▶ **Required action**: Apart from the pictures, every entry below must be given again exactly.

START Supplied records

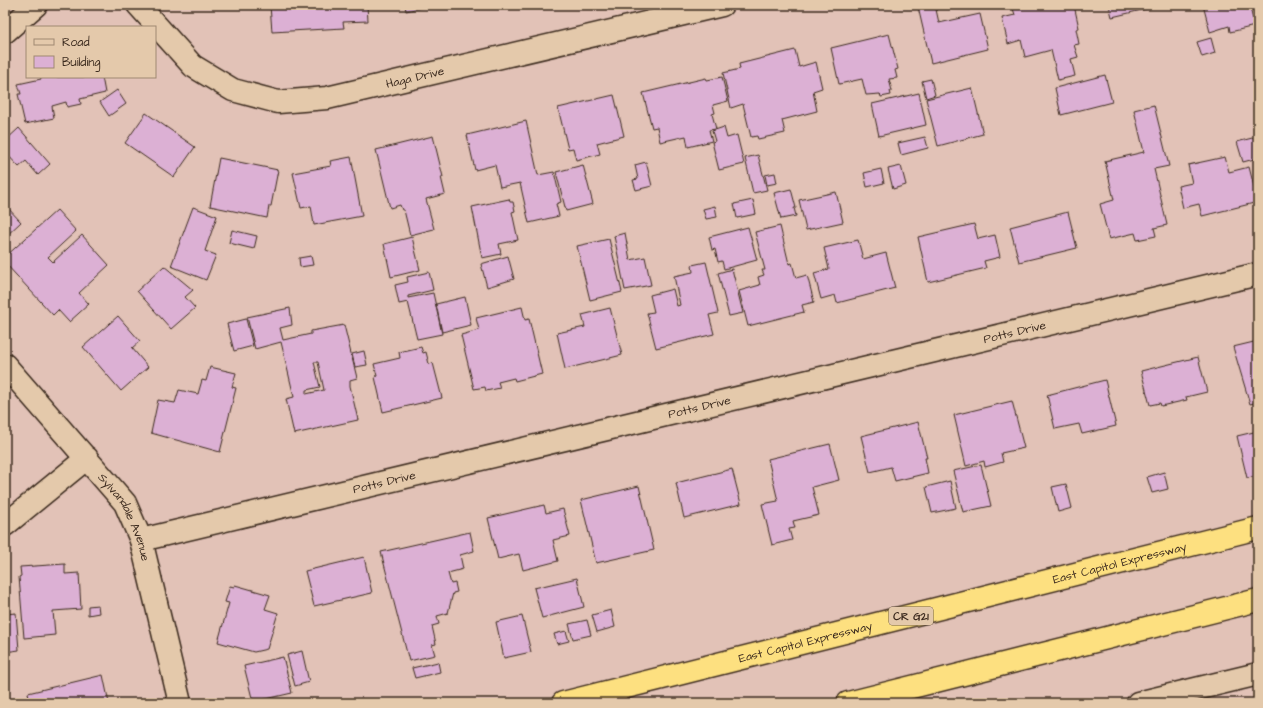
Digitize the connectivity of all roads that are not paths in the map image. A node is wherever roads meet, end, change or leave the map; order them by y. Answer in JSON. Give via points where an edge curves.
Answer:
{"nodes":[{"id":1,"x":36,"y":5,"type":"edge"},
{"id":2,"x":138,"y":5,"type":"edge"},
{"id":3,"x":722,"y":5,"type":"edge"},
{"id":4,"x":5,"y":32,"type":"edge"},
{"id":5,"x":1258,"y":274,"type":"edge"},
{"id":6,"x":5,"y":365,"type":"edge"},
{"id":7,"x":87,"y":458,"type":"junction"},
{"id":8,"x":5,"y":525,"type":"edge"},
{"id":9,"x":1258,"y":528,"type":"edge"},
{"id":10,"x":141,"y":540,"type":"junction"},
{"id":11,"x":1258,"y":600,"type":"edge"},
{"id":12,"x":1258,"y":674,"type":"edge"},
{"id":13,"x":180,"y":703,"type":"edge"},
{"id":14,"x":563,"y":703,"type":"edge"},
{"id":15,"x":848,"y":703,"type":"edge"},
{"id":16,"x":1138,"y":703,"type":"edge"}],
"edges":[{"from":1,"to":4,"type":"street"},
{"from":2,"to":3,"type":"street","name":"Haga Drive","via":[[193,66],[233,90],[278,102],[327,98]]},
{"from":5,"to":10,"type":"street","name":"Potts Drive"},
{"from":6,"to":7,"type":"street","name":"Sylvandale Avenue"},
{"from":7,"to":8,"type":"street"},
{"from":7,"to":10,"type":"street","name":"Sylvandale Avenue","via":[[125,503]]},
{"from":9,"to":14,"type":"highway","name":"East Capitol Expressway","number":"CR G21"},
{"from":10,"to":13,"type":"street","name":"Sylvandale Avenue"},
{"from":11,"to":15,"type":"highway"},
{"from":12,"to":16,"type":"street"}]}
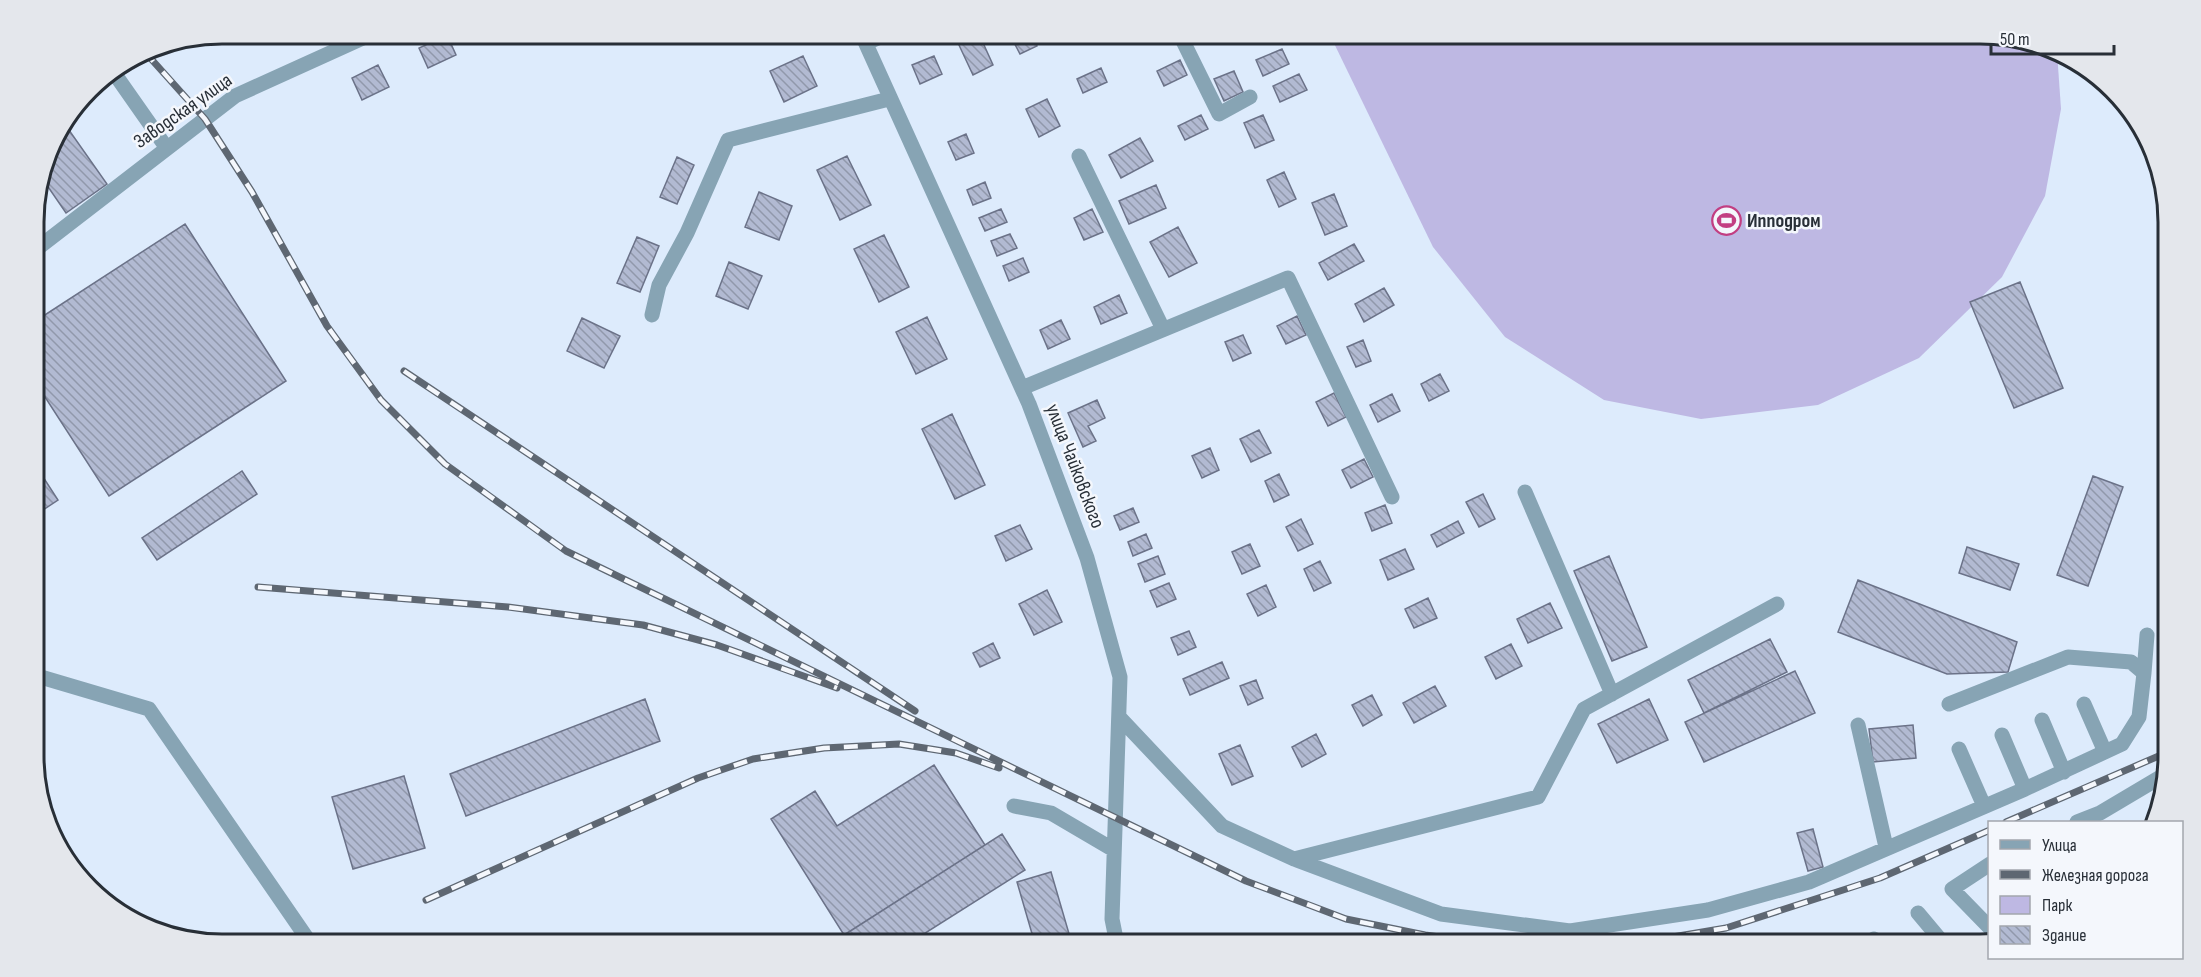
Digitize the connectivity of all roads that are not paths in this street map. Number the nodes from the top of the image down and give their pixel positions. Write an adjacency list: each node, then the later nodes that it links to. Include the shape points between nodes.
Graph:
1 (352, 43): 7 (street, Заводская улица, via 235,96)
2 (865, 43): 6 (street, улица Чайковского)
3 (1184, 43): 5 (street, via 1219,114)
4 (117, 77): 7 (street)
5 (1250, 97)
6 (889, 99): 10 (street, via 728,140 659,285); 12 (street, улица Чайковского)
7 (166, 147): 9 (street, Заводская улица)
8 (1079, 156): 11 (street)
9 (44, 242)
10 (652, 315)
11 (1163, 329): 12 (street); 14 (street, via 1288,278)
12 (1022, 388): 22 (street, улица Чайковского, via 1087,558 1120,677)
13 (1525, 492): 19 (street)
14 (1392, 497)
15 (1777, 604): 19 (street)
16 (2147, 635): 17 (street)
17 (2144, 673): 20 (street, via 2131,662 2068,657); 27 (street, via 2139,717 2122,744)
18 (43, 678): 42 (street, via 149,709)
19 (1612, 694): 36 (street, via 1584,709 1538,797)
20 (1949, 704)
21 (2084, 704): 27 (street)
22 (1119, 717): 35 (street, улица Чайковского); 36 (street, via 1222,826)
23 (2042, 720): 28 (street)
24 (1858, 725): 34 (street)
25 (2002, 735): 30 (street)
26 (1959, 749): 32 (street)
27 (2105, 752): 28 (street)
28 (2064, 772): 30 (street)
29 (2156, 780): 33 (street)
30 (2025, 789): 32 (street)
31 (1014, 806): 35 (street, via 1051,813)
32 (1984, 806): 34 (street)
33 (2080, 821)
34 (1886, 847): 36 (street, via 1809,882 1708,910 1570,931 1441,914)
35 (1114, 850): 40 (street, улица Чайковского)
36 (1294, 859)
37 (1988, 865): 39 (street, via 1952,889)
38 (1918, 913): 41 (street)
39 (1988, 927)
40 (1115, 933)
41 (1935, 933)
42 (304, 934)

END Supplied records

▶ **Written solution**:
Digitize the connectivity of all roads that are not paths in the map image. A node is wherever roads meet, end, change or leave the map; order them by y. Answer in JSON. Give via points where an edge curves.
Answer:
{"nodes":[{"id":1,"x":36,"y":5,"type":"edge"},
{"id":2,"x":138,"y":5,"type":"edge"},
{"id":3,"x":722,"y":5,"type":"edge"},
{"id":4,"x":5,"y":32,"type":"edge"},
{"id":5,"x":1258,"y":274,"type":"edge"},
{"id":6,"x":5,"y":365,"type":"edge"},
{"id":7,"x":87,"y":458,"type":"junction"},
{"id":8,"x":5,"y":525,"type":"edge"},
{"id":9,"x":1258,"y":528,"type":"edge"},
{"id":10,"x":141,"y":540,"type":"junction"},
{"id":11,"x":1258,"y":600,"type":"edge"},
{"id":12,"x":1258,"y":674,"type":"edge"},
{"id":13,"x":180,"y":703,"type":"edge"},
{"id":14,"x":563,"y":703,"type":"edge"},
{"id":15,"x":848,"y":703,"type":"edge"},
{"id":16,"x":1138,"y":703,"type":"edge"}],
"edges":[{"from":1,"to":4,"type":"street"},
{"from":2,"to":3,"type":"street","name":"Haga Drive","via":[[193,66],[233,90],[278,102],[327,98]]},
{"from":5,"to":10,"type":"street","name":"Potts Drive"},
{"from":6,"to":7,"type":"street","name":"Sylvandale Avenue"},
{"from":7,"to":8,"type":"street"},
{"from":7,"to":10,"type":"street","name":"Sylvandale Avenue","via":[[125,503]]},
{"from":9,"to":14,"type":"highway","name":"East Capitol Expressway","number":"CR G21"},
{"from":10,"to":13,"type":"street","name":"Sylvandale Avenue"},
{"from":11,"to":15,"type":"highway"},
{"from":12,"to":16,"type":"street"}]}
Digitize the connectivity of all roads that are not paths in this street map. Number the nodes from the top of the image down and give their pixel positions. Write an adjacency list: each node, then the later nodes that it links to. Include the shape points between nodes.
Graph:
1 (352, 43): 7 (street, Заводская улица, via 235,96)
2 (865, 43): 6 (street, улица Чайковского)
3 (1184, 43): 5 (street, via 1219,114)
4 (117, 77): 7 (street)
5 (1250, 97)
6 (889, 99): 10 (street, via 728,140 659,285); 12 (street, улица Чайковского)
7 (166, 147): 9 (street, Заводская улица)
8 (1079, 156): 11 (street)
9 (44, 242)
10 (652, 315)
11 (1163, 329): 12 (street); 14 (street, via 1288,278)
12 (1022, 388): 22 (street, улица Чайковского, via 1087,558 1120,677)
13 (1525, 492): 19 (street)
14 (1392, 497)
15 (1777, 604): 19 (street)
16 (2147, 635): 17 (street)
17 (2144, 673): 20 (street, via 2131,662 2068,657); 27 (street, via 2139,717 2122,744)
18 (43, 678): 42 (street, via 149,709)
19 (1612, 694): 36 (street, via 1584,709 1538,797)
20 (1949, 704)
21 (2084, 704): 27 (street)
22 (1119, 717): 35 (street, улица Чайковского); 36 (street, via 1222,826)
23 (2042, 720): 28 (street)
24 (1858, 725): 34 (street)
25 (2002, 735): 30 (street)
26 (1959, 749): 32 (street)
27 (2105, 752): 28 (street)
28 (2064, 772): 30 (street)
29 (2156, 780): 33 (street)
30 (2025, 789): 32 (street)
31 (1014, 806): 35 (street, via 1051,813)
32 (1984, 806): 34 (street)
33 (2080, 821)
34 (1886, 847): 36 (street, via 1809,882 1708,910 1570,931 1441,914)
35 (1114, 850): 40 (street, улица Чайковского)
36 (1294, 859)
37 (1988, 865): 39 (street, via 1952,889)
38 (1918, 913): 41 (street)
39 (1988, 927)
40 (1115, 933)
41 (1935, 933)
42 (304, 934)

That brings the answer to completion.